Deep Causality HAFT

HAFT: Higher-Order Abstract Functional Traits

deep_causality_haft is a sub-crate of the deep_causality project, providing traits for Higher-Kinded Types (HKTs) in Rust. This enables writing generic, abstract code that can operate over different container types like Option<T> and Result<T, E>.

What are Higher-Kinded Types?

In Rust, types like Option<T> and Vec<T> are generic over a type T. We can think of Option and Vec as "type constructors": they take a type and produce a new type.

A Higher-Kinded Type is an abstraction over these type constructors. It allows us to write functions that are generic not just over a type, but over the shape or kind of a type constructor. For example, we can write a function that works with any type constructor that can be mapped over (a Functor), without caring if it's an Option, a Result, or something else.

This crate provides the fundamental traits (HKT, HKT2, HKT3) and functional traits (Functor, Monad) to enable this pattern.

Usage

This crate uses a "witness" pattern to represent HKTs. For each type constructor (like Option), we define a zero-sized "witness" type (like OptionWitness) that implements the HKT trait.

Example: Using Functor with Option

Here's how you can use the Functor trait with Option via its witness type, OptionWitness.

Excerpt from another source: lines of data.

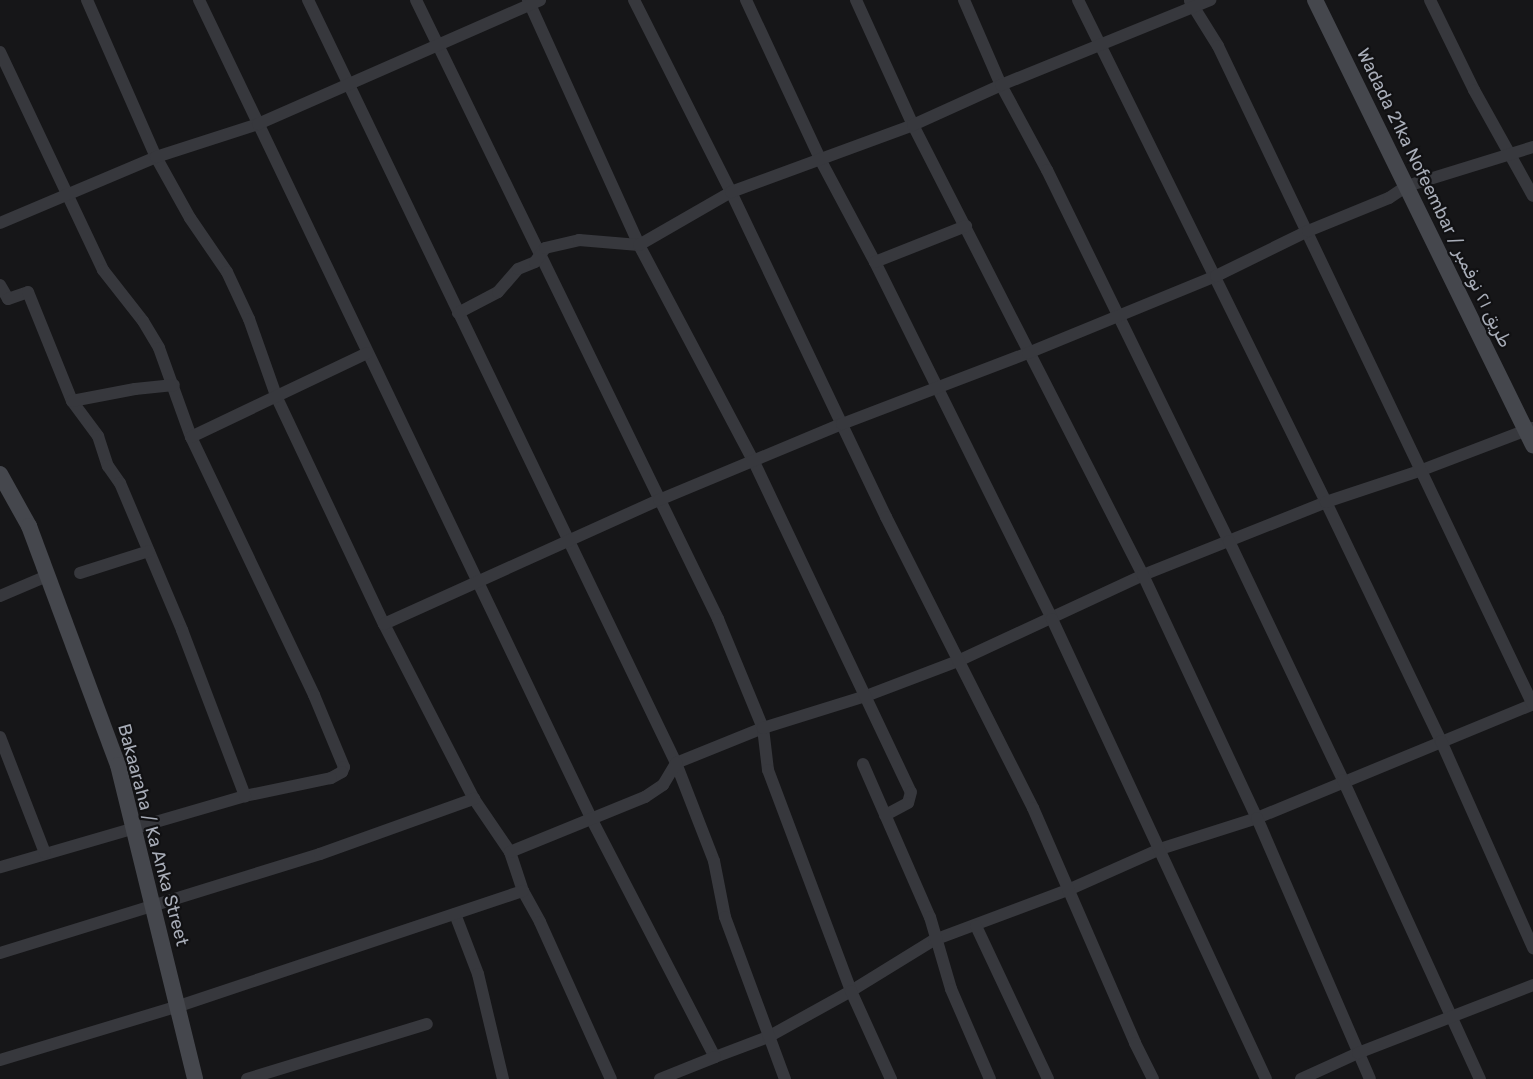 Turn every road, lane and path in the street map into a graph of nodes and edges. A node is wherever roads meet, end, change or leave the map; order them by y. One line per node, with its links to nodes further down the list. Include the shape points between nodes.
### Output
1 (87, 0): 24 (street)
2 (200, 0): 20 (street)
3 (308, 0): 18 (street)
4 (416, 0): 16 (street)
5 (634, 0): 27 (street)
6 (746, 0): 25 (street)
7 (856, 0): 21 (street)
8 (964, 0): 19 (street)
9 (1078, 0): 15 (street)
10 (1210, 0): 14 (street)
11 (1315, 0): 26 (street, Wadada 21ka Nofeembar / طريق ٢١ نوفمبر)
12 (1430, 0): 23 (street)
13 (533, 2): 16 (street); 33 (street)
14 (1191, 4): 15 (street); 32 (street, via 1218,46)
15 (1098, 44): 19 (street); 36 (street)
16 (437, 47): 18 (street); 34 (street)
17 (0, 52): 28 (street)
18 (347, 83): 20 (street); 38 (street)
19 (1000, 85): 21 (street); 39 (street)
20 (258, 124): 24 (street); 40 (street)
21 (913, 125): 25 (street); 31 (street)
22 (1533, 147): 23 (street)
23 (1511, 154): 26 (street); 29 (street)
24 (156, 157): 28 (street); 44 (street, via 190,218 227,272 249,319)
25 (821, 160): 27 (street); 35 (street)
26 (1407, 186): 32 (street, via 1389,198); 47 (street, Wadada 21ka Nofeembar / طريق ٢١ نوفمبر)
27 (731, 192): 33 (street); 46 (street)
28 (68, 194): 30 (street); 42 (street, via 103,270 143,321)
29 (1533, 196)
30 (0, 223)
31 (966, 226): 35 (street); 41 (street)
32 (1308, 231): 36 (street); 50 (street)
33 (639, 245): 34 (street, via 579,240); 49 (street)
34 (541, 252): 38 (street, via 535,262 518,269 498,292); 52 (street)
35 (875, 262): 43 (street)
36 (1216, 276): 39 (street); 53 (street)
37 (0, 285): 45 (street, via 8,299 28,292)
38 (458, 313): 54 (street)
39 (1119, 315): 41 (street); 55 (street)
40 (367, 353): 44 (street); 60 (street)
41 (1028, 353): 43 (street); 58 (street)
42 (174, 385): 45 (street); 48 (street)
43 (936, 389): 46 (street); 62 (street)
44 (277, 398): 48 (street); 63 (street)
45 (72, 401): 56 (street, via 98,436 108,466 120,483)
46 (842, 424): 49 (street); 64 (street)
47 (1531, 435): 50 (street)
48 (191, 437): 73 (street, via 314,695 344,767 331,778)
49 (754, 462): 52 (street); 65 (street)
50 (1422, 470): 53 (street); 66 (street)
51 (0, 474): 59 (street, Bakaaraha / Ka Anka Street, via 29,526)
52 (659, 500): 54 (street); 67 (street, via 718,619)
53 (1326, 502): 55 (street); 69 (street)
54 (568, 540): 60 (street); 70 (street)
55 (1229, 541): 58 (street); 72 (street)
56 (149, 551): 57 (street); 73 (street)
57 (80, 573)
58 (1143, 575): 62 (street); 76 (street)
59 (47, 576): 61 (street); 78 (street, Bakaaraha / Ka Anka Street, via 118,765)
60 (478, 580): 63 (street); 77 (street)
61 (0, 596)
62 (1052, 619): 64 (street); 79 (street)
63 (384, 624): 74 (street)
64 (958, 661): 65 (street); 84 (street, via 1033,808)
65 (866, 696): 67 (street); 75 (street, via 911,792 908,803)
66 (1533, 705): 69 (street)
67 (763, 728): 70 (street); 92 (street, via 768,770)
68 (0, 737): 81 (street)
69 (1441, 741): 72 (street); 89 (street)
70 (676, 763): 77 (street, via 663,785); 96 (street, via 714,861 725,916)
71 (863, 764): 75 (street)
72 (1343, 780): 76 (street); 94 (street)
73 (244, 796): 78 (street)
74 (474, 799): 80 (street); 85 (street, via 404,826)
75 (885, 814): 88 (street, via 930,917)
76 (1257, 818): 79 (street); 97 (street)
77 (592, 820): 80 (street); 98 (street)
78 (132, 827): 81 (street); 85 (street, Bakaaraha / Ka Anka Street)
79 (1161, 849): 84 (street); 111 (street)
80 (510, 852): 83 (street)
81 (45, 854): 82 (street)
82 (0, 867)
83 (523, 891): 86 (street); 104 (street)
84 (1068, 891): 87 (street); 110 (street)
85 (153, 906): 90 (street); 93 (street, Bakaaraha / Ka Anka Street)
86 (455, 914): 93 (street); 103 (street, via 478,974)
87 (976, 926): 88 (street); 109 (street)
88 (934, 940): 92 (street); 108 (street, via 970,1039)
89 (1533, 948)
90 (0, 953)
91 (1533, 985): 94 (street)
92 (851, 992): 96 (street); 107 (street)
93 (176, 1007): 99 (street); 101 (street, Bakaaraha / Ka Anka Street)
94 (1454, 1018): 97 (street); 114 (street)
95 (427, 1024): 102 (street)
96 (768, 1037): 98 (street); 106 (street)
97 (1358, 1053): 112 (street); 113 (street)
98 (715, 1057): 100 (street)
99 (0, 1060)
100 (676, 1076): 105 (street)
101 (195, 1079)
102 (247, 1079)
103 (503, 1079)
104 (611, 1079)
105 (660, 1079)
106 (785, 1079)
107 (891, 1079)
108 (990, 1079)
109 (1048, 1079)
110 (1153, 1079)
111 (1266, 1079)
112 (1301, 1079)
113 (1370, 1079)
114 (1480, 1079)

use deep_causality_haft::{Functor, HKT, OptionWitness};

// Manual implementation of Functor for OptionWitness
impl Functor<OptionWitness> for OptionWitness {
    fn fmap<A, B, Func>(m_a: <OptionWitness as HKT>::Type<A>, f: Func) -> <OptionWitness as HKT>::Type<B>
    where
        Func: FnOnce(A) -> B,
    {
        m_a.map(f)
    }
}

fn main() {
    let opt_a = Some(5);
    let f = |x| x * 2;

    // Use the fmap function from our Functor implementation
    let opt_b = OptionWitness::fmap(opt_a, f);
    assert_eq!(opt_b, Some(10));

    let opt_none: Option<i32> = None;
    let opt_none_mapped = OptionWitness::fmap(opt_none, f);
    assert_eq!(opt_none_mapped, None);
}

Example: Using Functor with Result

Here's how you can use the Functor trait with Result<T, E> via its witness type, ResultWitness<E>. HKT2 is used here because Result has two generic parameters, and we are fixing the error type E.

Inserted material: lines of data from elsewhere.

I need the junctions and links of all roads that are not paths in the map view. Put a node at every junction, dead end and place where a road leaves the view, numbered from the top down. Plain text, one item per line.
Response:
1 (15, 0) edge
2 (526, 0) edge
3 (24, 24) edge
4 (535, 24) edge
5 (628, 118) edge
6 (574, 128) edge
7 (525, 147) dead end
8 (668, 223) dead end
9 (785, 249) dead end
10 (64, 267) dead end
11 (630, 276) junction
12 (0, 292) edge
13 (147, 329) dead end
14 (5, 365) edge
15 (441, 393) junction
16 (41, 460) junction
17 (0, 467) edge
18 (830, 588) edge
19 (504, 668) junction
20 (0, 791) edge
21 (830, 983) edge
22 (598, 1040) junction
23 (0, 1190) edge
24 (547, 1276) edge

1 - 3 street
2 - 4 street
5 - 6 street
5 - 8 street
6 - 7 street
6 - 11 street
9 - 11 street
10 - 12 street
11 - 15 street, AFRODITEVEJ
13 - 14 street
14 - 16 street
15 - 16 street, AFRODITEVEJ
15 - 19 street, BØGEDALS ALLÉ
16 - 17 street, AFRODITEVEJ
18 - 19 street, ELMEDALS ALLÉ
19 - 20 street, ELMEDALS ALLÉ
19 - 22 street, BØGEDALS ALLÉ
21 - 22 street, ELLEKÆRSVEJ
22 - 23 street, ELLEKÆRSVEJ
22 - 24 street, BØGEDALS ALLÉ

use deep_causality_haft::{Functor, HKT2, ResultWitness};

// Manual implementation of Functor for ResultWitness
impl<E> Functor<ResultWitness<E>> for ResultWitness<E>
where
    E: 'static,
{
    fn fmap<A, B, Func>(m_a: <ResultWitness<E> as HKT2<E>>::Type<A>, f: Func) -> <ResultWitness<E> as HKT2<E>>::Type<B>
    where
        Func: FnOnce(A) -> B,
    {
        m_a.map(f)
    }
}

fn main() {
    let res_a: Result<i32, String> = Ok(5);
    let f = |x| x * 2;

    // Use the fmap function from our Functor implementation
    let res_b = ResultWitness::fmap(res_a, f);
    assert_eq!(res_b, Ok(10));

    let res_err: Result<i32, String> = Err("Error".to_string());
    let res_err_mapped = ResultWitness::fmap(res_err, f);
    assert_eq!(res_err_mapped, Err("Error".to_string()));
}

Type-Encoded Effect System

The Effect3 and MonadEffect3 traits provide a powerful mechanism for building a type-encoded effect system. This allows you to manage side-effects (like errors and logging) in a structured, safe, and composable way, which is particularly useful for building complex data processing pipelines.

How it Works

1. Effects as Types: Side-effects are represented by generic type parameters on a container (e.g., E for Error, W for Warning on a custom MyEffect<T, E, W> type).
2. Rules as Traits: The logic for how to handle and combine these effects is defined by implementing the MonadEffect3 trait. For example, the bind function can specify that the pipeline should halt on an error while accumulating warnings.
3. Compiler-Enforced Safety: Because the effects are part of the type signature, the Rust compiler can statically verify that all effects are handled correctly. This prevents bugs and ensures that your pipeline code remains pure and focused on its core logic.
4. Extensibility: This pattern is extensible. If you need to manage more side-effects, you can introduce HKT4 and Effect4 traits to handle them, without having to rewrite your core pipeline logic.